Study material

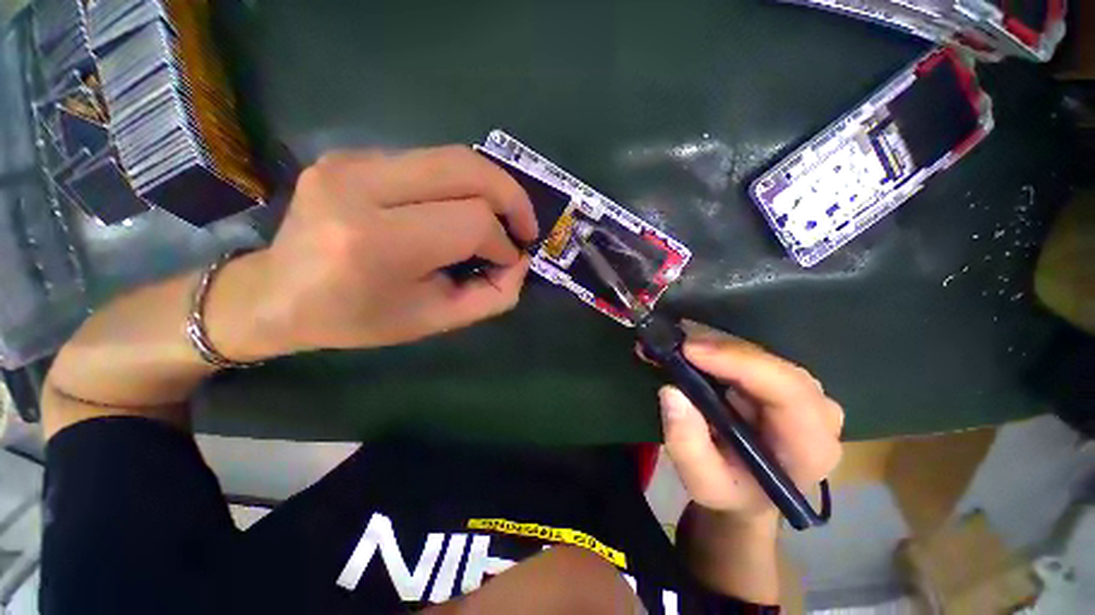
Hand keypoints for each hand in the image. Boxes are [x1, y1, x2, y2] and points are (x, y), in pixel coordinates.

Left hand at [253, 146, 538, 352]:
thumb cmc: (358, 319)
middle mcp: (360, 187)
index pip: (471, 223)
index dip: (503, 243)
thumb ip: (492, 296)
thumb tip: (520, 261)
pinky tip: (459, 209)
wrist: (278, 294)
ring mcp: (350, 161)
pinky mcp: (350, 154)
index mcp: (378, 243)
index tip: (510, 261)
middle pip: (467, 169)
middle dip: (511, 197)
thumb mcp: (435, 321)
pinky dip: (459, 185)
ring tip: (502, 217)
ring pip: (452, 157)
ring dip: (490, 187)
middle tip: (525, 226)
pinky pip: (428, 161)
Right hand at [654, 322, 843, 523]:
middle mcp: (816, 409)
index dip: (739, 362)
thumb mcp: (703, 483)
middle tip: (671, 341)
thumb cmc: (731, 491)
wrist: (748, 489)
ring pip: (755, 351)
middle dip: (716, 348)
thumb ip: (687, 446)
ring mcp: (799, 388)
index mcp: (810, 444)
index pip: (788, 390)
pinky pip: (745, 352)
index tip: (690, 351)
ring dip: (709, 342)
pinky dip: (712, 345)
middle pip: (769, 363)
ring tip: (670, 341)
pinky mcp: (778, 377)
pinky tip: (685, 346)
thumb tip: (672, 392)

Work to be completed
Copy the whole listing exactly, excluding the pictures in it.

Response
Hand keypoints for each hand in the image. Boxes are [x1, y1, x2, y2] and points are (x, y), in pixel coordinates.

Left hand at [253, 146, 538, 352]:
thumb cmc: (358, 319)
middle mcp: (360, 187)
index pip: (471, 223)
index dip: (503, 243)
thumb ip: (492, 296)
thumb tip: (520, 261)
pinky tip: (459, 209)
wrist: (278, 294)
ring mcp: (350, 161)
pinky mcp: (350, 154)
index mcp: (378, 243)
index tip: (510, 261)
middle pip: (467, 169)
middle dip: (511, 197)
thumb mcp: (435, 321)
pinky dip: (459, 185)
ring tip: (502, 217)
ring pip: (452, 157)
ring dip: (490, 187)
middle tip: (525, 226)
pinky pip: (428, 161)
Right hand at [654, 322, 843, 523]:
middle mcp: (816, 409)
index dip: (739, 362)
thumb mcp: (703, 483)
middle tip: (671, 341)
thumb cmc: (731, 491)
wrist: (748, 489)
ring pip: (755, 351)
middle dip: (716, 348)
thumb ip: (687, 446)
ring mcp: (799, 388)
index mcp: (810, 444)
index pip: (788, 390)
pinky pip: (745, 352)
index tip: (690, 351)
ring dip: (709, 342)
pinky dip: (712, 345)
middle pip: (769, 363)
ring tip: (670, 341)
pinky mcp: (778, 377)
pinky tip: (685, 346)
thumb tip: (672, 392)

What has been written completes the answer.